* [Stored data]
########

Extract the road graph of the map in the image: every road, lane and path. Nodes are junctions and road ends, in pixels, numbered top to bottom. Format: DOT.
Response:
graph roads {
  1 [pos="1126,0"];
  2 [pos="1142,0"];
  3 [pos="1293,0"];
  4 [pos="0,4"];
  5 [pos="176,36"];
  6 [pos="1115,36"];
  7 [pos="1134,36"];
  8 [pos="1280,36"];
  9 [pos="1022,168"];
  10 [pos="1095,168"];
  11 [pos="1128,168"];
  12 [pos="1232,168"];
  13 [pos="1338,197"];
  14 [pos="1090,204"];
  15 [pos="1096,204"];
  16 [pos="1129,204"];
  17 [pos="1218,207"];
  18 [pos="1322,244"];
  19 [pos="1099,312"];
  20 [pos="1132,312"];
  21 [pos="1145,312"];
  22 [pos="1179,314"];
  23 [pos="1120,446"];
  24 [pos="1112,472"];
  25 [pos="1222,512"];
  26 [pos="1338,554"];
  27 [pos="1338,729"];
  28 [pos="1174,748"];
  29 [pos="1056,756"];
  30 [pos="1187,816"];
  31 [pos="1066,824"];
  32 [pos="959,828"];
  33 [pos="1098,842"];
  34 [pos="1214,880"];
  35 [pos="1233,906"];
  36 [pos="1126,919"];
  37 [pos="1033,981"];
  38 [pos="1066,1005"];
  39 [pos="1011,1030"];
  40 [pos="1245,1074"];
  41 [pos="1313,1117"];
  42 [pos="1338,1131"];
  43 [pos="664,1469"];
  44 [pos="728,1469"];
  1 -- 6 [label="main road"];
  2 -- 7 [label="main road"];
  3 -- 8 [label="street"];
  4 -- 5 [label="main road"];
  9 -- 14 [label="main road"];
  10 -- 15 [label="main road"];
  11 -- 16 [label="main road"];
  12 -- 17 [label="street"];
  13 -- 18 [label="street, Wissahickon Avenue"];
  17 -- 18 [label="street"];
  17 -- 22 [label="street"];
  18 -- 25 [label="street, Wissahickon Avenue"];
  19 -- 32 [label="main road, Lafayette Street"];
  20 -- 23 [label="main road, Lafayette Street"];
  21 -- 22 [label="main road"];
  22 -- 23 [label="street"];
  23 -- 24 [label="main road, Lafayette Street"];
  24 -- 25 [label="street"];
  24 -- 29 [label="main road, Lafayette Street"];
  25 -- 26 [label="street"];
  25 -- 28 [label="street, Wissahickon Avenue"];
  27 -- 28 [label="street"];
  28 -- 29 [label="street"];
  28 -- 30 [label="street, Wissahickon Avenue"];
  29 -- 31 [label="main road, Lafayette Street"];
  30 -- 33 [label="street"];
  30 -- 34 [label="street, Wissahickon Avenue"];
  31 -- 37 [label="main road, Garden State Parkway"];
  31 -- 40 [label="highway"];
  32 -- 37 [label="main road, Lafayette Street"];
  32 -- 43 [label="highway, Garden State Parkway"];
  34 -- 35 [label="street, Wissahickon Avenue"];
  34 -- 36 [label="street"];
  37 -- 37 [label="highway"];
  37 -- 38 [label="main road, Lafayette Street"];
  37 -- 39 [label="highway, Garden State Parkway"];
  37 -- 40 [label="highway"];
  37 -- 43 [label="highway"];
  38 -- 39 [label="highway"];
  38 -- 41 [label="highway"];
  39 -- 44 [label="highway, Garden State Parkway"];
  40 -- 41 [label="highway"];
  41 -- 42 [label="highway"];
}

########

* [Task directions] Print each record again. Nothing may be left out.

* [Written answer]
Extract the road graph of the map in the image: every road, lane and path. Nodes are junctions and road ends, in pixels, numbered top to bottom. Format: DOT.
Response:
graph roads {
  1 [pos="1126,0"];
  2 [pos="1142,0"];
  3 [pos="1293,0"];
  4 [pos="0,4"];
  5 [pos="176,36"];
  6 [pos="1115,36"];
  7 [pos="1134,36"];
  8 [pos="1280,36"];
  9 [pos="1022,168"];
  10 [pos="1095,168"];
  11 [pos="1128,168"];
  12 [pos="1232,168"];
  13 [pos="1338,197"];
  14 [pos="1090,204"];
  15 [pos="1096,204"];
  16 [pos="1129,204"];
  17 [pos="1218,207"];
  18 [pos="1322,244"];
  19 [pos="1099,312"];
  20 [pos="1132,312"];
  21 [pos="1145,312"];
  22 [pos="1179,314"];
  23 [pos="1120,446"];
  24 [pos="1112,472"];
  25 [pos="1222,512"];
  26 [pos="1338,554"];
  27 [pos="1338,729"];
  28 [pos="1174,748"];
  29 [pos="1056,756"];
  30 [pos="1187,816"];
  31 [pos="1066,824"];
  32 [pos="959,828"];
  33 [pos="1098,842"];
  34 [pos="1214,880"];
  35 [pos="1233,906"];
  36 [pos="1126,919"];
  37 [pos="1033,981"];
  38 [pos="1066,1005"];
  39 [pos="1011,1030"];
  40 [pos="1245,1074"];
  41 [pos="1313,1117"];
  42 [pos="1338,1131"];
  43 [pos="664,1469"];
  44 [pos="728,1469"];
  1 -- 6 [label="main road"];
  2 -- 7 [label="main road"];
  3 -- 8 [label="street"];
  4 -- 5 [label="main road"];
  9 -- 14 [label="main road"];
  10 -- 15 [label="main road"];
  11 -- 16 [label="main road"];
  12 -- 17 [label="street"];
  13 -- 18 [label="street, Wissahickon Avenue"];
  17 -- 18 [label="street"];
  17 -- 22 [label="street"];
  18 -- 25 [label="street, Wissahickon Avenue"];
  19 -- 32 [label="main road, Lafayette Street"];
  20 -- 23 [label="main road, Lafayette Street"];
  21 -- 22 [label="main road"];
  22 -- 23 [label="street"];
  23 -- 24 [label="main road, Lafayette Street"];
  24 -- 25 [label="street"];
  24 -- 29 [label="main road, Lafayette Street"];
  25 -- 26 [label="street"];
  25 -- 28 [label="street, Wissahickon Avenue"];
  27 -- 28 [label="street"];
  28 -- 29 [label="street"];
  28 -- 30 [label="street, Wissahickon Avenue"];
  29 -- 31 [label="main road, Lafayette Street"];
  30 -- 33 [label="street"];
  30 -- 34 [label="street, Wissahickon Avenue"];
  31 -- 37 [label="main road, Garden State Parkway"];
  31 -- 40 [label="highway"];
  32 -- 37 [label="main road, Lafayette Street"];
  32 -- 43 [label="highway, Garden State Parkway"];
  34 -- 35 [label="street, Wissahickon Avenue"];
  34 -- 36 [label="street"];
  37 -- 37 [label="highway"];
  37 -- 38 [label="main road, Lafayette Street"];
  37 -- 39 [label="highway, Garden State Parkway"];
  37 -- 40 [label="highway"];
  37 -- 43 [label="highway"];
  38 -- 39 [label="highway"];
  38 -- 41 [label="highway"];
  39 -- 44 [label="highway, Garden State Parkway"];
  40 -- 41 [label="highway"];
  41 -- 42 [label="highway"];
}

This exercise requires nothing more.